Más de veinte veces ha pronunciado el líder chavista una frase en la que aparecían entrelazadas dos palabras letales, “amigos”, o sea los de Rajoy, y “cárcel”. Como un martillo pilón la imagen de la larga lista de correligionarios del impávido inquilino de La Moncloa que han visitado o que se encuentran recluidos en un centro penitenciario por delitos de corrupción ha sobrevolado con oscuro aleteo la sesión parlamentaria mientras su mandíbula se iba quebrando progresivamente. Para variar un poco el repertorio de ganchos, naturalmente de izquierda, un Iglesias deliberadamente tranquilo y mesurado en el tono, dejaba ir de vez en cuando otro vocablo demoledor:”robar”. Esa ha sido la estrategia básica del nominal aspirante a Presidente -nominal porque sus posibilidades reales de alcanzar su objetivo son nulas-, echar en cara a Rajoy el ser el máximo dirigente de un partido estructuralmente venal, asimilarle a un capo mafioso carente de escrúpulos para vestir así su de antemano fracasado intento de desalojo de higiénica operación de limpieza democrática, de imprescindible maniobra de moralización de la vida pública y de justiciera sanación de un sistema podrido. No en vano el último término que ha salido de su boca en su turno dedicado a Rajoy ha sido precisamente “cárcel”, a modo de definitivo y postrero puñetazo.

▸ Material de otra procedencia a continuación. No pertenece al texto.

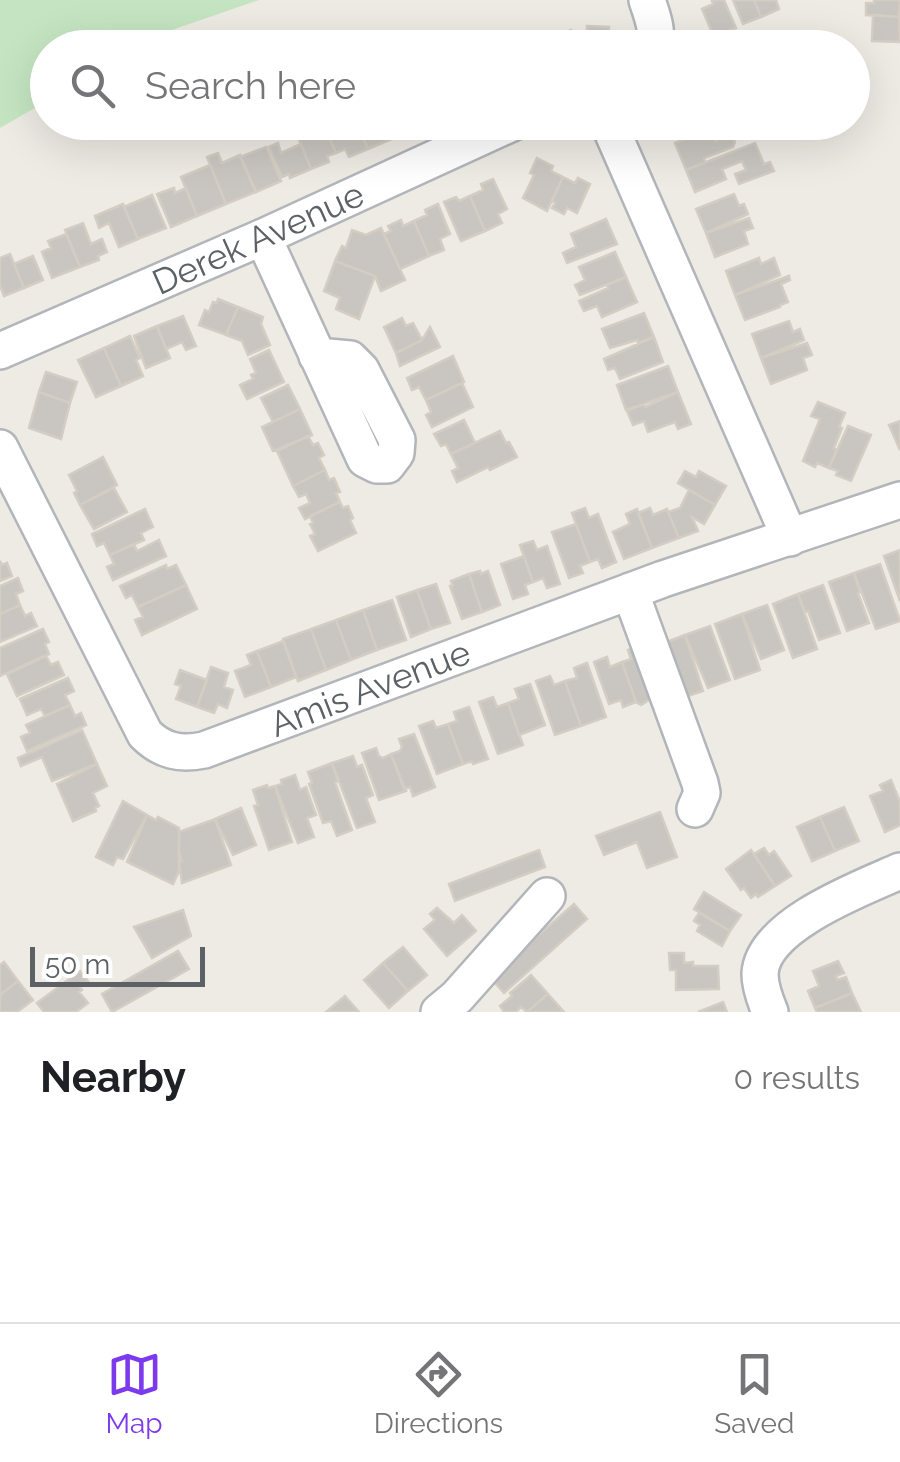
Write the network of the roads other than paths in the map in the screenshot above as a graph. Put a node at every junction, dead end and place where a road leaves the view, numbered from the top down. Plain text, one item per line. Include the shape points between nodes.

Tampoco ha olvidado el coletudo fósil ideológico la técnica de trabarse al cuerpo del adversario con el fin de impedirle responder y por ello ha insistido en que veía a Rajoy bajo de forma discursiva, de leer los papeles cocinados en el taller arriolesco y de andar escaso de espontaneidad y frescura. La repetición de esta apreciación abrigaba la clara intención de devaluar los argumentos del poseedor del título desviando la atención de los televidentes de su mayor o menor fundamentación hacia los aspectos formales de la pelea. El adorno de este directo a la faz ha consistido en compararle varias veces en el estilo y la actitud al portavoz Rafael Hernando, personaje conocido por su expresión adusta, su pose chulesca y su talante bronco. De hecho, Hernando lanza sus planteamientos con finura sólo comparable a la del leñador cortando troncos.

 

El Presidente del Gobierno tenía toda la razón en sus dos principales observaciones: 1) que el programa económico propuesto por Iglesias nos arrastraría a la ruina segura provocando el sufrimiento sobre todo de aquellos a los que dice representar, los sectores más débiles de la sociedad y 2) que es absolutamente inadmisible que una parte de los españoles usurpe la soberanía que únicamente corresponde al pueblo español en su conjunto. Iglesias, sabedor de que este par de afirmaciones es irrebatible, lejos de intentar desmontarlas, misión completamente imposible, ha recurrido a su habilidad en las técnicas de comunicación soltando señuelos que situasen el choque en un terreno distinto y en el que el Presidente del Gobierno no pudiese maniobrar, es decir, llevarle al rincón del cuadrilátero en el que le fuera imposible zafarse del peso oneroso de los centenares de investigados, encarcelados y condenados de su formación por delitos de prevaricación, cohecho, fraude, falsedad, evasión fiscal y demás repertorio de comportamientos desaprensivos en el ejercicio de responsabilidades públicas. Rajoy ni siquiera ha mencionado la corrupción ni ha caído, porque hubiera sido un error monumental, en la tentación de jugar al “tú más” o de realizar cualquier movimiento desesperado para contrarrestar el aluvión de tortazos que le han caído en este ámbito. Su silencio ha sonado elocuente y ha teñido el hemiciclo con el color melancólico de un epitafio, el que certifica el agotamiento del régimen político e institucional que nació con la Constitución de 1978. Sin embargo, por mucho que le pese a Pablo Iglesias, lo que España necesita no es un enterrador, papel que le viene como anillo al dedo, sino un reformador ambicioso, firme y valiente que, lejos de cantar victoria sobre los escombros, ponga su mejor esfuerzo en cambiar vigas, mover tabiques y reforzar cimientos de un edifico que, con sus notorios defectos y escandalosas ineficiencias, nos ha albergado durante cuarenta años de la intemperie, de la violencia y del caos.